There were countless articles in 2020 chronicling the ways in which institutions responded to financial challenges accelerated by CV-19. Some cut programs, others resorted to furloughs and layoffs, and some explored merging or even closing. This is all difficult to grasp – particularly for those in academia who entered the profession with expectations of long term job security and broad public support for higher education.
While the current budget deficits in higher education are very real and require immediate response, the causes of those deficits emerged over a long period of time. So, how did we get here? A key factor is our industry’s unchecked growth. New programs, new buildings, new amenities – all in the name of attracting and keeping more students. Smart growth can be great. Growth without attention to market demand and net revenue results in unsustainable business models and budget deficits. Those business models in turn drive up tuition prices and student debt across all sectors of higher ed.

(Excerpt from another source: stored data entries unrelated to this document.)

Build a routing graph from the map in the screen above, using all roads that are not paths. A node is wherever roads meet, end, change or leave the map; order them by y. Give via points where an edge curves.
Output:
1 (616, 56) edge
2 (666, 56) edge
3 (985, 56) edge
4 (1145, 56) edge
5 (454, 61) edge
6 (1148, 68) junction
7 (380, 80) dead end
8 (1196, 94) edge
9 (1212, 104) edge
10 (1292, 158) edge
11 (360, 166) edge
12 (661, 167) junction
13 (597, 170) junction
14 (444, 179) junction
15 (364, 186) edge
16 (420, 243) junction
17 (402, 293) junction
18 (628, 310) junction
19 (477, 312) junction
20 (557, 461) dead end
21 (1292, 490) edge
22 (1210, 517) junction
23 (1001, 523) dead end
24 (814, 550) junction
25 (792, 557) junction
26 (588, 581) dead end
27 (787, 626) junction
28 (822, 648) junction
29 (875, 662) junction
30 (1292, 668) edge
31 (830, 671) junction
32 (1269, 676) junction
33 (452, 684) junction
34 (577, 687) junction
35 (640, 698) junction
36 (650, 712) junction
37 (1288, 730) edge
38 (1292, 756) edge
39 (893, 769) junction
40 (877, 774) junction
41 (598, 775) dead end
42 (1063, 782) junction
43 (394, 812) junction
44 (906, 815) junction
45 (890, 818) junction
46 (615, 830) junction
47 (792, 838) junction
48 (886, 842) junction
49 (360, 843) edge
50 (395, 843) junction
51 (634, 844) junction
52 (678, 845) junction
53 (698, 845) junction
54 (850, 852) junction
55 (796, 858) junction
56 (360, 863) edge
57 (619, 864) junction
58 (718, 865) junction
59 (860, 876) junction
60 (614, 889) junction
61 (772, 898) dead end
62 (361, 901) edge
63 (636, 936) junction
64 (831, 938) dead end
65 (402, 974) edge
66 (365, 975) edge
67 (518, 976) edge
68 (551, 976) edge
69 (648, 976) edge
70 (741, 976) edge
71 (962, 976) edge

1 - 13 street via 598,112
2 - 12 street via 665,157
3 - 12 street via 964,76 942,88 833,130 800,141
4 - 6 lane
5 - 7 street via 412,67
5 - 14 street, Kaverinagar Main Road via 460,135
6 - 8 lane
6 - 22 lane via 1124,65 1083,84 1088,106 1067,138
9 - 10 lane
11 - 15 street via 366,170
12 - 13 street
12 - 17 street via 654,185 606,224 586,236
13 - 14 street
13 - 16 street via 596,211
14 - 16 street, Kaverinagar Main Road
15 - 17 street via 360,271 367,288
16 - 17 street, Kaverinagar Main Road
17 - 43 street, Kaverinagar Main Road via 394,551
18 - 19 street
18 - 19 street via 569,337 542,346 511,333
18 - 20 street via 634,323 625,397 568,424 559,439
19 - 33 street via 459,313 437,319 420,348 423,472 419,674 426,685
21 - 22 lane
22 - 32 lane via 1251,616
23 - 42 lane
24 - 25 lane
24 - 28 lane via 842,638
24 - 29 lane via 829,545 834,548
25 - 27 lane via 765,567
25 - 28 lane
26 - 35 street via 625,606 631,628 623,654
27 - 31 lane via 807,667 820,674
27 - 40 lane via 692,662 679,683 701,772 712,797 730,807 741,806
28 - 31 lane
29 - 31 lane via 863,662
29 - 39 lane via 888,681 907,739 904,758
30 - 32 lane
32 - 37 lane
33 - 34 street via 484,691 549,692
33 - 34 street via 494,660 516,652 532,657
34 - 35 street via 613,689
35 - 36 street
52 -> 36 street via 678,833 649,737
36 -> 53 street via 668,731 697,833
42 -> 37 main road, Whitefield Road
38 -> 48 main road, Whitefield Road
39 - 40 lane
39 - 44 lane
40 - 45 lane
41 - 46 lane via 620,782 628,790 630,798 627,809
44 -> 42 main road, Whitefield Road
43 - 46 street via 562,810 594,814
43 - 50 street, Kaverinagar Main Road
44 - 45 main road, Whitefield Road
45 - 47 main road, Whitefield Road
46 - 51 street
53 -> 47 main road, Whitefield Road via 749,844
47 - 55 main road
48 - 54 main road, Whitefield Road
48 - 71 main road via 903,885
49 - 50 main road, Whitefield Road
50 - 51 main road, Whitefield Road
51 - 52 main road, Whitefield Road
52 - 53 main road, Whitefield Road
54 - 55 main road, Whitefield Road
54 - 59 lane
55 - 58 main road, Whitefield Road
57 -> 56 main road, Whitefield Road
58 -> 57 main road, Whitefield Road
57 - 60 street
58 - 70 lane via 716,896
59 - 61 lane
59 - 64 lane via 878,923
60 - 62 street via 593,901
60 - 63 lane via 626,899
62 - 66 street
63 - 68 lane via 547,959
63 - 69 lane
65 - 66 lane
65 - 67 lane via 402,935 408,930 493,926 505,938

Two excellent reports that came out at the end of 2020 highlight the ways in which past efforts failed to deliver the smart growth needed to sustain investments in new programs and infrastructure:
- EY Parthenon, with support from the Lumina Foundation, found that total capacity in higher ed increased 26% from 2009-2019, while enrollment increased only 3% over that same time period. The estimated impact of that excess capacity is $50 billion As the authors point out, that number is almost equivalent to the amount of new student debt taken out each year.
- Burning Glass Technologies tackled something that rpk is often asked to explore – the health of academic programs. More specifically, they looked at the failure rate of programs that launched in 2013 and 2014. Across all sectors, 30% of new programs failed to confer a single degree by 2018, and 63% conferred fewer than 10 degrees. Burning Glass estimates the annual cost of a new program to be between $350,000 to $500,000, meaning institutions could be spending upwards of $2.5 million per new program over the five years and failing to produce a single graduate in that program. The cost of failure is high, and students are the ones bearing the majority of those costs.
Examining and understanding the past to determine how an institution got to the point of financial hardship is the first step. How an institution responds will determine its future.
I hope institutions set the following resolutions for 2021 as they continue responding to their difficult financial circumstances:
- Be smart about growth. Develop a hypothesis, model scenarios, fail fast and pivot. For new academic programs: establish demand, calculate the full cost of implementation and the level of enrollment needed for the program to reach a financial status the institution is comfortable with. And set firm exit strategies if the program fails to perform. Not all programs have to generate enough revenue to cover their costs, but institutions need to be aware of the level of subsidization they are investing.
- Adjust to serve a new market. We know that the number of 18-24-year-olds entering higher education has already peaked, and the declines will only steepen in the coming years. Institutions need to quickly pivot to serve new populations, particularly the millions of adults who lack a post-secondary credential. Institutions can do this by partnering with local businesses, evaluating program portfolios against labor market demand, investing strategically in high-growth fields, and continuing to embrace remote and online learning options.
- Adopt a philosophy of good stewardship. Higher ed has burdened a generation with student debt that, absent government intervention, will take decades to repay. It’s well past time for institutions to look inward for savings and evaluate all expenses with a lens of fiscal responsibility and stewardship. All things must be done with student access, success, and affordability in mind. If we fail to do that, we risk further exacerbating the inequities we know higher education can solve.
Higher education already has the resources it needs to fulfill the demands of students, employers and our economies. Now is the time to reset our industry’s business model, and serve as even better stewards of those resources. Our students deserve nothing less.